Chaque année, un tiers des essaims meurt pendant l’hiver, et la situation semble empirer.

« Concrètement, (nous demandons) une aide d’urgence pour les apiculteurs sinistrés », a indiqué Loïc Leray, vice-président de l’Union nationale de l’apiculture française (Unaf).

Un mauvais suivi empêche les aides

Les dysfonctionnements du système de suivi de la mortalité, tant au niveau national que régional, limitent l’accès des apiculteurs aux aides. En Bretagne par exemple, certains apiculteurs détenant près de 50 ruches ont été oubliés, soulignent l’Unaf, la Fédération française des apiculteurs professionnels (FFAP) et la Confédération paysanne dans un communiqué. Pourtant, précise Loïc Leray, le ministère s’était engagé mi-juin à « établir un état des lieux précis des mortalités sur l’ensemble du territoire ».

Une facture raisonnable

« Pour que les apiculteurs sortent la tête de l’eau, ce ne serait pas des montants très importants », a commenté José Nadan de la FFAP, évoquant 200 euros de perte de capital pour une ruche décimée, en plus de la perte de chiffre d’affaires.

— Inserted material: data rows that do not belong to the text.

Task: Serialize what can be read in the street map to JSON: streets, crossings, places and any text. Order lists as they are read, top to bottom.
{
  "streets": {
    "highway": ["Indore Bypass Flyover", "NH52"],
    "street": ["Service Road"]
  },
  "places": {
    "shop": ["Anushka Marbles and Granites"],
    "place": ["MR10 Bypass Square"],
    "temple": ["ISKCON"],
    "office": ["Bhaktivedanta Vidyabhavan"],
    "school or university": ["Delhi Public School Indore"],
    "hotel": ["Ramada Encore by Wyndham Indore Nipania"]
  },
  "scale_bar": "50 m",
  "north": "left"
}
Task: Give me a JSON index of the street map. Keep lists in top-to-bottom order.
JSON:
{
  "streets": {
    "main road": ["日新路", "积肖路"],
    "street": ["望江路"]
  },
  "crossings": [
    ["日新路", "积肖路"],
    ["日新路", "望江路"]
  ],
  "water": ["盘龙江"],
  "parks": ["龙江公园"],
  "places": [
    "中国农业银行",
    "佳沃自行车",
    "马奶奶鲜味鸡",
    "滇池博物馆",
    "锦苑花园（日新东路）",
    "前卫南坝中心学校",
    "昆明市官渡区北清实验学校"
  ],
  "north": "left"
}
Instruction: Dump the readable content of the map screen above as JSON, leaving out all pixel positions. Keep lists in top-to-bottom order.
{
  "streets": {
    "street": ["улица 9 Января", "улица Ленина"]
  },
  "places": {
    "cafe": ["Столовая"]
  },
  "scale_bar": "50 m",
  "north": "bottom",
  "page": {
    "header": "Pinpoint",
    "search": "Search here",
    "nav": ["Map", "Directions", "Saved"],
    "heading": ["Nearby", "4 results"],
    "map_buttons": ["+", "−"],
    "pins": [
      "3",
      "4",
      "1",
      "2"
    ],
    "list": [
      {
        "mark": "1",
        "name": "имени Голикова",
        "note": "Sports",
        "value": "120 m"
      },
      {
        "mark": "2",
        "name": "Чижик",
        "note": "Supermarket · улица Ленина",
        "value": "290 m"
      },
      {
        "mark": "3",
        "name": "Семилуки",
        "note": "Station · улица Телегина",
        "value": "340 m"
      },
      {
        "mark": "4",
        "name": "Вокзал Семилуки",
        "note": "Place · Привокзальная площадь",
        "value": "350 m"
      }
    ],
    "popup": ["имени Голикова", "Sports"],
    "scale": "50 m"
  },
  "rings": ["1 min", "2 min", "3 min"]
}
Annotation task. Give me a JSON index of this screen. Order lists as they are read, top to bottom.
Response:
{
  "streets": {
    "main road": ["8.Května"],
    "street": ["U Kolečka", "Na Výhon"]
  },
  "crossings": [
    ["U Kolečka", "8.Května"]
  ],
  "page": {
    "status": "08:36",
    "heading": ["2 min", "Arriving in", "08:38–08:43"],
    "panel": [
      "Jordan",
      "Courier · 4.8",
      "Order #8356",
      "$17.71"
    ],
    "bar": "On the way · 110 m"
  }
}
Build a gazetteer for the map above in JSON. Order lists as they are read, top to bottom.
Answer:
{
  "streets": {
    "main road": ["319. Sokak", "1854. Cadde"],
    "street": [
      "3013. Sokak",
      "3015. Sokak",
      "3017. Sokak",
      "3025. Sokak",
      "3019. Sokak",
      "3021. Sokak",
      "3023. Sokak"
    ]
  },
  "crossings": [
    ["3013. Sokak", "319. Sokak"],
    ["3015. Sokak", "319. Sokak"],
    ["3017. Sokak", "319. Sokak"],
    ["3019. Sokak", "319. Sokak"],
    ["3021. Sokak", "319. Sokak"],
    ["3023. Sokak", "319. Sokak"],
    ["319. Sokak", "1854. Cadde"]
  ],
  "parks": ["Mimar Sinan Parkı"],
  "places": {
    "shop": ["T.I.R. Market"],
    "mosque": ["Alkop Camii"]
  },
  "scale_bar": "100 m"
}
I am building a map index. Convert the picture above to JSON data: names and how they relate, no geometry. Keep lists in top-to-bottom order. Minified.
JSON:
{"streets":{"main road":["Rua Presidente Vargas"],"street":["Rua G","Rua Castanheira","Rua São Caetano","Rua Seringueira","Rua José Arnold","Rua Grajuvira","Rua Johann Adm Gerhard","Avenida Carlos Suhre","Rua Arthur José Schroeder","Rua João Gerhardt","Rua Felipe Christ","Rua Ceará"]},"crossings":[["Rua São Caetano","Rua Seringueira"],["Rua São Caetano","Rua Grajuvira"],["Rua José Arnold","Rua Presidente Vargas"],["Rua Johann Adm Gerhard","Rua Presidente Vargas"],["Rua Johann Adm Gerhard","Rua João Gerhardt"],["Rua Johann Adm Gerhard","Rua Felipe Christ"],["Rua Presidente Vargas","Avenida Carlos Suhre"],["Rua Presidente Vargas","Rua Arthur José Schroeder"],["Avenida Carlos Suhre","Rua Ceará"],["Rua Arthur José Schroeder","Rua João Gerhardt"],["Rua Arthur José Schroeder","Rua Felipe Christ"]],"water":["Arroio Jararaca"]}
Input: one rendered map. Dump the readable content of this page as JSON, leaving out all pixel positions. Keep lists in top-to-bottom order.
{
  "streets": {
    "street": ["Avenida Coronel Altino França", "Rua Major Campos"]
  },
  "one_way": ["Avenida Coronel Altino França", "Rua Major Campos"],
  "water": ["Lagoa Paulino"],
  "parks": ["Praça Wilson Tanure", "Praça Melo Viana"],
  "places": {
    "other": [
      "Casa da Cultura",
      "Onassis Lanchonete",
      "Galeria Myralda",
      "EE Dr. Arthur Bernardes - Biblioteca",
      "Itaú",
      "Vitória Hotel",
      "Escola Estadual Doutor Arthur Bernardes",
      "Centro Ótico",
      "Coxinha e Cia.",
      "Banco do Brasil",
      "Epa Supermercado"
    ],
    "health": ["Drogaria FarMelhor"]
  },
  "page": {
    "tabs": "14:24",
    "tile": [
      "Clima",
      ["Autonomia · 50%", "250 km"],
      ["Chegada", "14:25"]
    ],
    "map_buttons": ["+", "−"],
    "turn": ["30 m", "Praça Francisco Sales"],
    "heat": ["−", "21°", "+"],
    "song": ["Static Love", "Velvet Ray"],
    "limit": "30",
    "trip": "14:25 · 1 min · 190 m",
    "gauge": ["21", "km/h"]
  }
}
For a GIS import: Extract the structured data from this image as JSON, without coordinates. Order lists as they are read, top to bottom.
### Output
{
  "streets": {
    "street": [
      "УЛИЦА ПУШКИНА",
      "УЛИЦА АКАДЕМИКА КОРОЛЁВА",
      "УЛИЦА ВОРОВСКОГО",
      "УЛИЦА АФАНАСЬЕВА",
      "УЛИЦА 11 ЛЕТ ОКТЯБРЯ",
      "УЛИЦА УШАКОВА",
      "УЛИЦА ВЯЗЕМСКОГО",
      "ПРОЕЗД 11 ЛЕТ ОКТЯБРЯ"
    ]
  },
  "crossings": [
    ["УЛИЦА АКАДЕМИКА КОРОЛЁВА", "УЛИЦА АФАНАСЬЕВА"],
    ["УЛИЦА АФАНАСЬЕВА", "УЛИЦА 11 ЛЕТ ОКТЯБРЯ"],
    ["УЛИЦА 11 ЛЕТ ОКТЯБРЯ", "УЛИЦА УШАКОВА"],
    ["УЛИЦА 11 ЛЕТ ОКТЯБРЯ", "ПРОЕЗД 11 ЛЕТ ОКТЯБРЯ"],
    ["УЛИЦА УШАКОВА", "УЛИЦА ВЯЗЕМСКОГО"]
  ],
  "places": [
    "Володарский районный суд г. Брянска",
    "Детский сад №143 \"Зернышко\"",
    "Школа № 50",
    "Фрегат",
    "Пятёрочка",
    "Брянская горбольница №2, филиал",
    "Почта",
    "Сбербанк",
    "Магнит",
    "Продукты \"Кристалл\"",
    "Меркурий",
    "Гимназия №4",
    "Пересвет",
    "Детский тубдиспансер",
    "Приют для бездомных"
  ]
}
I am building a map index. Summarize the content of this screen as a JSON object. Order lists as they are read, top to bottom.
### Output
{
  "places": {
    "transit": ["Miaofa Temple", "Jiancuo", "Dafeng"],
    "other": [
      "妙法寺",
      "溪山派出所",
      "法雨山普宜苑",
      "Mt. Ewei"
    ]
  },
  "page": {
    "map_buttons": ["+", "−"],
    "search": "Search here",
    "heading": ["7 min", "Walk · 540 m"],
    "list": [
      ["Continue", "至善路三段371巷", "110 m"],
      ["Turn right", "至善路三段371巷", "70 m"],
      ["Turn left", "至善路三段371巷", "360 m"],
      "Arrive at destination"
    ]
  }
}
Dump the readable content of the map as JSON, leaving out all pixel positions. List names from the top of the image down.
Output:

« Ce n’est pas si important par rapport aux aides octroyées à d’autres filières agricoles assez régulièrement », a-t-il ajouté à l’issue de cette rencontre avec Audrey Bourolleau, conseillère agriculture d’Emmanuel Macron.

« Un environnement compatible avec l’apiculture »

Les apiculteurs ont de nouveau exigé des mesures contre les néonicotinoïdes. Selon l’Unaf, avant l’introduction dans les champs de ces substances au milieu des années 1990, les mortalités d’abeilles n’étaient que de l’ordre de 5 %.